Bien qu’accouru après le sauvetage, je reçus les remerciements empressés des deux Anglais, et je me rendis chez eux le lendemain.

L’ami était un garçon d’une trentaine d’années qui portait sur un corps d’enfant,—un corps sans poitrine et sans épaules,—une tête énorme. Un front démesuré, qui semblait avoir dévoré tout le reste de l’homme, se développait comme un dôme au-dessus d’une mince figure, terminée en fuseau par la barbiche d’un menton pointu.
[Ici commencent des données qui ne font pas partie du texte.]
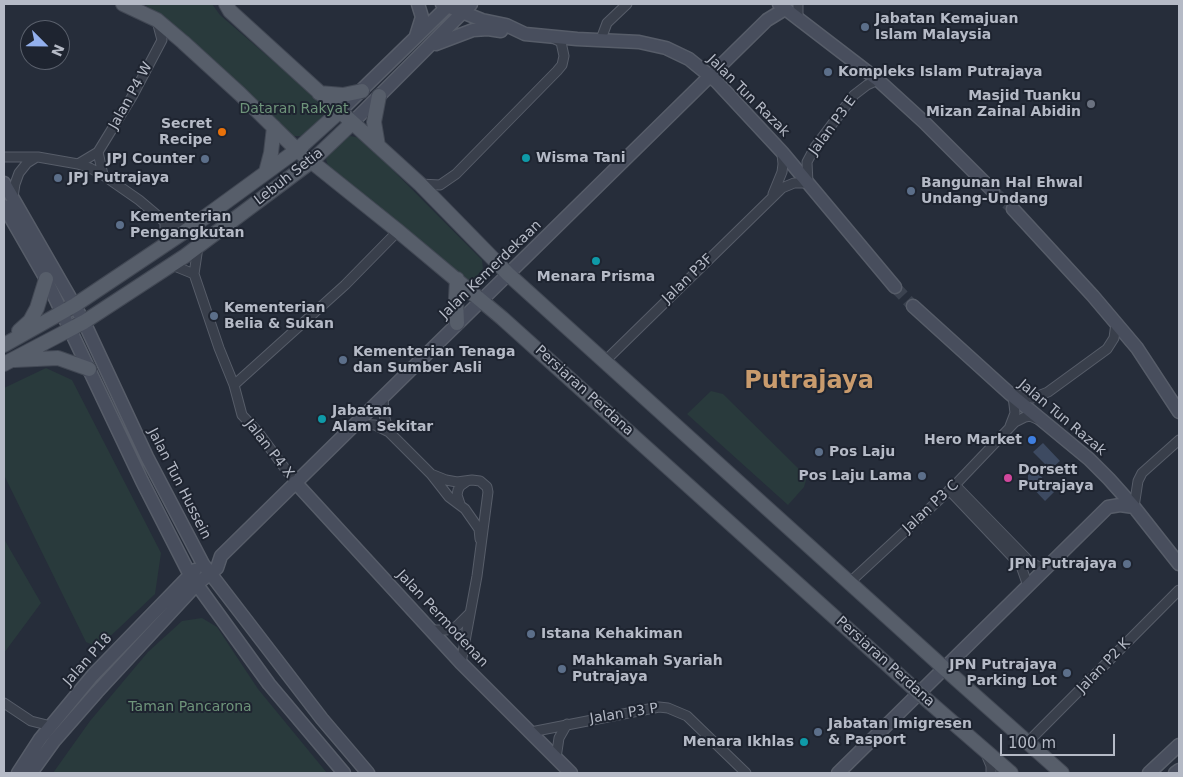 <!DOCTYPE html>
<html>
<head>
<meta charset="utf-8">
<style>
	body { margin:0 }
	#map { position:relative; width:1183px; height:777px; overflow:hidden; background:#262d3a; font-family:"DejaVu Sans",sans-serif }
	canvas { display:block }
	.frame { position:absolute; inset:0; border:5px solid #b5bac6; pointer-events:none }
	.north { position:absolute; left:20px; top:20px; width:50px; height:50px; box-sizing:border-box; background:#1e2430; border:1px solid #5a606c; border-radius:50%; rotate:113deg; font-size:14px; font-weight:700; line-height:20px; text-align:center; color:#b5bac6 }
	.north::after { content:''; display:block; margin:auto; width:18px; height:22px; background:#93b0ed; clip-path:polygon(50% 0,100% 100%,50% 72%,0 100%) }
	.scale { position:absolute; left:1000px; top:734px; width:115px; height:22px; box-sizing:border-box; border:2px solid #b5bac6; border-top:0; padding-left:6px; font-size:15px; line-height:18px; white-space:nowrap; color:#b5bac6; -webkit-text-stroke:4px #1e2430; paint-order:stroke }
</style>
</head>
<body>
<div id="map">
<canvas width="1183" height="777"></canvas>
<div class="frame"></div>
<div class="north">N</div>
<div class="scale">100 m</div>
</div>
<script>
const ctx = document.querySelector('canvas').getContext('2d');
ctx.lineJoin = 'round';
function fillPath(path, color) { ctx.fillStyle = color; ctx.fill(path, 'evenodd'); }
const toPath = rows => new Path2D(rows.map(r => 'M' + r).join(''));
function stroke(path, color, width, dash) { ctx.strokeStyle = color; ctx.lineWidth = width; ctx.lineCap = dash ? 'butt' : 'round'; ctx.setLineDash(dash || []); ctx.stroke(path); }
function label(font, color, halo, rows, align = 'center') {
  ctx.font = font + ' "DejaVu Sans",sans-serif'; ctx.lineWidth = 4; ctx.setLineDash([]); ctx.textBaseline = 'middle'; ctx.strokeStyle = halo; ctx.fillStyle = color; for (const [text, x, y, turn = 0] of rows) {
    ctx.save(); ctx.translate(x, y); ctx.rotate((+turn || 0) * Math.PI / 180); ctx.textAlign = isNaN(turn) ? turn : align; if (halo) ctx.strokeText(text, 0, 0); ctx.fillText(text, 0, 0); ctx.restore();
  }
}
fillPath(toPath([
	[144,4,212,4,220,15,324,105,324,112,321,120,301,136,293,136,287,132,162,16],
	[350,136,361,138,482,260,483,269,472,281,469,282,329,170,326,159,328,153,344,138],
	[46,368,72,380,161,553,155,594,101,645,93,645,86,642,4,475,4,388],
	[711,391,723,394,807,477,804,487,788,505,687,414],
	[4,539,41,603,4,653],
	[202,618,217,627,258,689,327,773,53,773,90,721,148,652,182,621]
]), '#293a3c');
fillPath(toPath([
	[1043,443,1060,461,1053,467,1049,464,1047,466,1033,452],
	[1034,469,1055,491,1045,501,1028,483,1028,475]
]), '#3d4a61');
stroke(toPath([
	[993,191,1013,209],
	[895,287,913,306]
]), '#3b424f', 12, [12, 6]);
const street = toPath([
	[798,20,798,4],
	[601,39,607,23,627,4],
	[98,152,103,175],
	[4,157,38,157,78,164,90,168,103,175,139,200,165,222,190,228],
	[78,164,98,152,133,95,162,40,157,21],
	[420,184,440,185,456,174,557,71,562,65,564,56,561,42,553,38],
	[773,194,782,172,783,164,782,154],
	[13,197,15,184,19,173,27,163,35,158],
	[165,245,165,222],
	[198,247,194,274,219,348,234,385,242,415,258,432,295,482],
	[172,265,194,274],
	[604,362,782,188,794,183,808,183,807,162,815,147,854,95,867,85,878,80],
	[234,385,345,285,398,231],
	[1011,394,1033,398,1048,392,1107,349,1114,338,1116,323],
	[383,397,384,415,389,432],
	[355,424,375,425,389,432,431,474,449,497,465,509,479,529,480,539],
	[1010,426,1015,413,1013,396],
	[431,474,446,480,457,482,472,480,480,481,487,487,488,492,477,576,461,663],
	[955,485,1029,561,1037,566,1046,568],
	[949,490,1021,566,1028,586],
	[460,504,457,495,458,490,460,486,467,481],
	[1134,507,1138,481,1142,473,1179,440],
	[849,583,955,485,1015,422,1025,417,1030,416,1037,419],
	[431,630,447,630,457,626,469,614],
	[4,703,31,721,51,726],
	[531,732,659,707,668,708,687,716,746,773],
	[1028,742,1179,590],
	[986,754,991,766,991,773],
	[556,758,559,738,567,724]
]);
const secondary = toPath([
	[442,4,482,20,506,25,525,34,577,39,639,42,666,48,689,59,716,81,782,152,895,287],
	[779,4,878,80,924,122,993,191],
	[416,36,422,17,418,4],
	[436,44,473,30,488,29,501,31],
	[339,112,450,4],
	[352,123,471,4],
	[4,183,84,322,147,457,203,564,322,719,368,773],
	[4,206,46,279,142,481,190,575,269,684,344,773],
	[1013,209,1093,296,1137,348,1179,412],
	[913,306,1009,393,1089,459,1109,479,1134,507,1179,564],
	[295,482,461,663,571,773],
	[18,773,40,739,93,675,195,570],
	[31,773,54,741,97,692,197,584,217,568,221,556,767,20,785,9],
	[838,773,1108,507,1120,505,1134,507],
	[1149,773,1179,745],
	[1175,773,1179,770]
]);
const primary = toPath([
	[123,4,157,20,183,42,240,94,297,150,398,231,502,318,920,694,1011,773],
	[226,4,230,11,420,184,508,274,945,669,1062,773],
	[319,93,343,95,362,91],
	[378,146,374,122,379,96],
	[266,172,271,153,274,127],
	[457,279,456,298,457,323],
	[19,331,30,321,37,308,46,279],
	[4,345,75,305,190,228,297,150,339,112],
	[15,360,58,358,89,369],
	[4,364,84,322,185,256,312,161,352,123]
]);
stroke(street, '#575d69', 11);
stroke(secondary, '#575d69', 15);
stroke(primary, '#424854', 16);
stroke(street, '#393f4b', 9);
stroke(secondary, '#484e5d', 12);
stroke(primary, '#575e6a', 14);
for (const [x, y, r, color] of [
	[865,27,5,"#5c6f8a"],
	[828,72,5,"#5c6f8a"],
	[1091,104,5,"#6b7280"],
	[222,132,5,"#e8710a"],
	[526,158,5,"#0f9aa8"],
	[205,159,5,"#5c6f8a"],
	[58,178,5,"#5c6f8a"],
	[911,191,5,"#5c6f8a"],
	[120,225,5,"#5c6f8a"],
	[596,261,5,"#0f9aa8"],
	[214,316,5,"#5c6f8a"],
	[343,360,5,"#5c6f8a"],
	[322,419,5,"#0f9aa8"],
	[1032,440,5,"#3f7fe0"],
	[819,452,5,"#5c6f8a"],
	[922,476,5,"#5c6f8a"],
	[1008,478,5,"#d1479c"],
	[1127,564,5,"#5c6f8a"],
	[531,634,5,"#5c6f8a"],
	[562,669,5,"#5c6f8a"],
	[1067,673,5,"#5c6f8a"],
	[818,732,5,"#5c6f8a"],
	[804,742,5,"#0f9aa8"]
]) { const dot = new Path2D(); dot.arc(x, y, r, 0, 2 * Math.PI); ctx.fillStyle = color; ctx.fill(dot); stroke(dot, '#1e2430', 2); }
label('bold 14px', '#b5bac6', '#1e2430', [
	["Jabatan Kemajuan",875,19],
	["Islam Malaysia",875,35],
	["Kompleks Islam Putrajaya",838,72],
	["Masjid Tuanku",1081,96,"right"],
	["Mizan Zainal Abidin",1081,112,"right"],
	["Secret",212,124,"right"],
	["Recipe",212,140,"right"],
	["Wisma Tani",536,158],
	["JPJ Counter",195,159,"right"],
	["JPJ Putrajaya",68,178],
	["Bangunan Hal Ehwal",921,183],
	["Undang-Undang",921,199],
	["Kementerian",130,217],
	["Pengangkutan",130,233],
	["Menara Prisma",596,277,"center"],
	["Kementerian",224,308],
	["Belia & Sukan",224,324],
	["Kementerian Tenaga",353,352],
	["dan Sumber Asli",353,368],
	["Jabatan",332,411],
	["Alam Sekitar",332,427],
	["Hero Market",1022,440,"right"],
	["Pos Laju",829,452],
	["Dorsett",1018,470],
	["Putrajaya",1018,486],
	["Pos Laju Lama",912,476,"right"],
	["JPN Putrajaya",1117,564,"right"],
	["Istana Kehakiman",541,634],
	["Mahkamah Syariah",572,661],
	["Putrajaya",572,677],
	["JPN Putrajaya",1057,665,"right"],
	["Parking Lot",1057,681,"right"],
	["Jabatan Imigresen",828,724],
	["& Pasport",828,740],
	["Menara Ikhlas",794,742,"right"]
], 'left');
label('14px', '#b5bac6', '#1e2430', [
	["Jalan P4 W",131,96,-61],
	["Jalan Tun Razak",748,96,45],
	["Jalan P3 E",833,126,-54],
	["Lebuh Setia",289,177,-38],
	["Jalan Kemerdekaan",491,270,-44],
	["Jalan P3F",688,279,-44],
	["Persiaran Perdana",584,391,42],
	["Jalan Tun Razak",1062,418,40],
	["Jalan P4 X",269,449,52],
	["Jalan Tun Hussein",179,484,63],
	["Jalan P3 C",931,507,-43],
	["Jalan Permodenan",442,619,47],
	["Jalan P18",88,660,-48],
	["Persiaran Perdana",885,662,42],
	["Jalan P2 K",1104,666,-46],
	["Jalan P3 P",624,714,-9]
]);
label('14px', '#6e947a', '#1e2430', [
	["Dataran Rakyat",294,109],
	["Taman Pancarona",190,707]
]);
label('bold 24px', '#c99b6d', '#1e2430', [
	["Putrajaya",809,382]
]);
</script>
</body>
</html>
Les yeux aigus et la bouche fuyante donnaient l’impression d’une tête de reptile, tandis que le crâne magnifique éveillait l’idée du génie.

Une trépidation nerveuse agitait cet être singulier qui marchait, remuait, agissait par saccades, comme aux secousses d’un ressort détraqué.

C’était Algernon-Charles Swinburne, fils d’un amiral anglais et petit-fils, par sa mère, du comte d’Ashburnham.

Sa physionomie, troublante, inquiétante même, se transfigurait quand il parlait. J’ai rarement vu un homme plus saisissant, plus éloquent, plus incisif, plus charmant dans l’action de la parole. Son imagination rapide, claire, suraiguë et fantasque semblait glisser dans sa voix, faire vivants et nerveux les mots. Son geste à sursauts scandait sa phrase sautillante qui vous pénétrait dans l’esprit comme une pointe, et il avait soudain des éclats de pensée, comme les phares ont des éclats de feu, de grandes lumières géniales qui semblent éclairer tout un monde d’idées.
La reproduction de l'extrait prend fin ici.